Environment could use some rich friends
Seas, and air;
Takes big bucks,
To keep them there.
It seems likely that the environment here on Earth is doomed. Sure, we all want clean air, clean water, biodiversity, pretty coral, precious neighborhoods, and the like. But there are other things we seem to cherish even more: gasoline, air conditioning, heat, cheap food, bright lights, swift highways, and meat.
Americans are notoriously excessive consumers. But now it turns out that the rest of the world, approximately another 6.7 billion people, covets many of the same things we have. Indians want air conditioning, Latin Americans want cars, Arabs want refrigerators, and Africans want food they can afford.
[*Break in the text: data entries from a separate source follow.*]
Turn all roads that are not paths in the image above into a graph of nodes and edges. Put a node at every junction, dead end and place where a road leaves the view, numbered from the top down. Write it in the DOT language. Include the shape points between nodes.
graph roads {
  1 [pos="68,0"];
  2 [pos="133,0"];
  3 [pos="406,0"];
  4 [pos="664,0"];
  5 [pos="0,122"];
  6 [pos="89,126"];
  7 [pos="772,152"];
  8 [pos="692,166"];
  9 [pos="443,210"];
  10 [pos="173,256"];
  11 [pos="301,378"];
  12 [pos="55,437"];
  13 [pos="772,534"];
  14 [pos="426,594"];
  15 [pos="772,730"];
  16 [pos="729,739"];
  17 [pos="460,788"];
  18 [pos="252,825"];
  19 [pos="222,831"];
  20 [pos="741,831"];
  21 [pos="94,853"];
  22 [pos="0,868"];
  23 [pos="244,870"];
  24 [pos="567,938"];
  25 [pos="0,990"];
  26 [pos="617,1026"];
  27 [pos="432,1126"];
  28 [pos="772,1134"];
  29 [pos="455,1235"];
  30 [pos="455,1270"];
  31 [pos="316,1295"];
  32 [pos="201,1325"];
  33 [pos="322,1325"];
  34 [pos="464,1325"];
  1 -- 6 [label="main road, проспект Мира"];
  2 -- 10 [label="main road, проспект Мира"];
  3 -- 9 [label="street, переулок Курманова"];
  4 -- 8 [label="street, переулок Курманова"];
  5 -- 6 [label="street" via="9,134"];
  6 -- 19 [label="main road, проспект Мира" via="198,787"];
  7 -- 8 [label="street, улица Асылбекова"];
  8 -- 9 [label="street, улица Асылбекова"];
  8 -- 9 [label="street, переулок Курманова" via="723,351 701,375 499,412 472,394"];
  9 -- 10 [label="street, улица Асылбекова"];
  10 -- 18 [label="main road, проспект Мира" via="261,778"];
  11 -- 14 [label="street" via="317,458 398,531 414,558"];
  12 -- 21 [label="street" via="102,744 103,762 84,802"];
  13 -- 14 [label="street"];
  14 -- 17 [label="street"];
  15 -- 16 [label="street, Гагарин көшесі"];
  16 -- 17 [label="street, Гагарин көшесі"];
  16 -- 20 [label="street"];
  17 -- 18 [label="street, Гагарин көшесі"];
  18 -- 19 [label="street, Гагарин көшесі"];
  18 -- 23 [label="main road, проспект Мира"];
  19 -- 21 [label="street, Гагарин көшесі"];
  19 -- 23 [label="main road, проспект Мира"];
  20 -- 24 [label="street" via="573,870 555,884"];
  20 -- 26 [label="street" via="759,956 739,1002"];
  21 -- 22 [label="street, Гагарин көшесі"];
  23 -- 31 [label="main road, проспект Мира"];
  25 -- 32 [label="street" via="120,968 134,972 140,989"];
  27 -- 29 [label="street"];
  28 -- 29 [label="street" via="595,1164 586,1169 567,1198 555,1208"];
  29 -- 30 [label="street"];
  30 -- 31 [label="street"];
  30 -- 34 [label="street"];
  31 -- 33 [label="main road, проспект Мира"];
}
Our love affair with oil has unleashed Middle Eastern wars. Likewise, human craving for air conditioning and the electricity to run it pays for blowing the tops off coal-rich mountains in Appalachia and the building of hydroelectric dams in Brazil's priceless rain forests. Similarly our lust for cell phones pays Finnish manufacturers to buy rare metals from Congolese smugglers who hire militias amid violent wars to dig them up.
Voters might side with the environment if the options were clearly laid out on a ballot, but that's not usually how it works.
Instead, our craving for expensive resources means we pay dearly to the corporations that supply them, which in turn provides those businesses with the cash to purchase the laws and regulations they need to devastate the environment. It's all very tidy.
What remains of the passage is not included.